AIM OF THE TASK: Report the tally of lines in the material below that have the string "from", with no other output.

GIVEN RECORDS:
========================

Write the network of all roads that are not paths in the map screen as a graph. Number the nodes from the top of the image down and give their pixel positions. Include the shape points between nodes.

========================

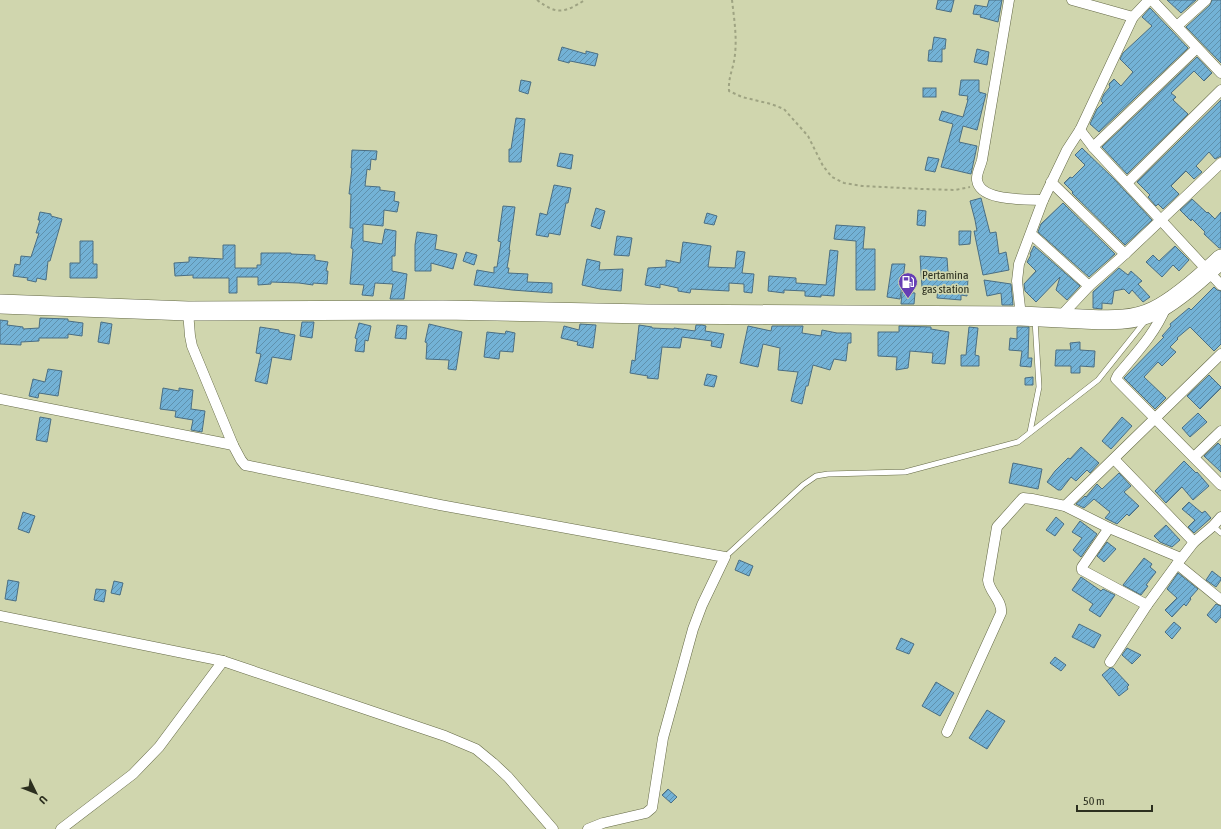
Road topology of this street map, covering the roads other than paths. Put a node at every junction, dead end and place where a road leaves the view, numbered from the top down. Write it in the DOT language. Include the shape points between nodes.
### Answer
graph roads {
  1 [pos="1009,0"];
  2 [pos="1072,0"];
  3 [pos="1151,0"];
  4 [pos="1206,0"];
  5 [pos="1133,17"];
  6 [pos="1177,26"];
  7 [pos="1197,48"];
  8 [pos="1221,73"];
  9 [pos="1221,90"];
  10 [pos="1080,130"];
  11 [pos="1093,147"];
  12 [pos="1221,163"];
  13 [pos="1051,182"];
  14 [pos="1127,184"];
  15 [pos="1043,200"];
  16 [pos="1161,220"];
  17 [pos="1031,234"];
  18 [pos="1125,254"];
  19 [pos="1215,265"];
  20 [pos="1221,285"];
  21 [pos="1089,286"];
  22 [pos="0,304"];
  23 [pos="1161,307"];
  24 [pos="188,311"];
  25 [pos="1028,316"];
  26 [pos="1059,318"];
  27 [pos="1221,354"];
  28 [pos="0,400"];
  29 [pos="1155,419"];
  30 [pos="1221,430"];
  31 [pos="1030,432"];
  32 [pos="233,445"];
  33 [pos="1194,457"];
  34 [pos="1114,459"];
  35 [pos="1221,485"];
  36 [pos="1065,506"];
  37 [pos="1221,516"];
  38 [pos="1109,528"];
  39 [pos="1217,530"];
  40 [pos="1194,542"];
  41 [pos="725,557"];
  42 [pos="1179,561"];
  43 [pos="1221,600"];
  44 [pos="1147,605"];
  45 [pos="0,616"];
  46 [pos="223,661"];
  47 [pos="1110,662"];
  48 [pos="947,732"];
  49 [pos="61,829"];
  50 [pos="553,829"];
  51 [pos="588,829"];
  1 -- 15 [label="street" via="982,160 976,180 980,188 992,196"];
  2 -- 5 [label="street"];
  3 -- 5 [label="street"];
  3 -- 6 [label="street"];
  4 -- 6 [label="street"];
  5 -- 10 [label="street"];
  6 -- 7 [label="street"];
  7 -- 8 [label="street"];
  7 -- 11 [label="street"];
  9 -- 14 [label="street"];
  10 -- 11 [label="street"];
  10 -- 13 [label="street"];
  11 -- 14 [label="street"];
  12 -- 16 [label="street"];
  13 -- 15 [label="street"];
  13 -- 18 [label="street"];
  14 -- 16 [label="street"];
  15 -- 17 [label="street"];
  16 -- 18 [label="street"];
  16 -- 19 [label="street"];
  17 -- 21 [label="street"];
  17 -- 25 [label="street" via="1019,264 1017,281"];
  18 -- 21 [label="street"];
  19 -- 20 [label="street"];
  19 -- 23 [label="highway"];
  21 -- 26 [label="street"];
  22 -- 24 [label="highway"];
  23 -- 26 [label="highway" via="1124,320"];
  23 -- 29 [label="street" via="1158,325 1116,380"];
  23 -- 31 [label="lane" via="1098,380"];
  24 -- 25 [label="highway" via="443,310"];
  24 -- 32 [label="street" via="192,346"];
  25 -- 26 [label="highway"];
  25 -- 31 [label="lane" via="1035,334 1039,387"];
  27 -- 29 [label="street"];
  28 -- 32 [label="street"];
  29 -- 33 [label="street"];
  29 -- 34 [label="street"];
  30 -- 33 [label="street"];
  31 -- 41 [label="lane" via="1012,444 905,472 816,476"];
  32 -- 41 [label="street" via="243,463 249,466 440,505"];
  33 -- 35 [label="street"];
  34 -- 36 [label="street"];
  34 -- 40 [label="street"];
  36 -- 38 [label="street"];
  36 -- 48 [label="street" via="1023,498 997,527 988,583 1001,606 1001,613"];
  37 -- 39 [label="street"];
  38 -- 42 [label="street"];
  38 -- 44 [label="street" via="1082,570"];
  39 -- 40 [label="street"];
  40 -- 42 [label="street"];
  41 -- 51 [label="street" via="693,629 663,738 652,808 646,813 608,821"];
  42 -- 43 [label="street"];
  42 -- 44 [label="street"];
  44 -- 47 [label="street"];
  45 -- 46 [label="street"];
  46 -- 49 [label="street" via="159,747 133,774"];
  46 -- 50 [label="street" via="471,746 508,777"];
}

========================

RESULT OF THE TASK: 2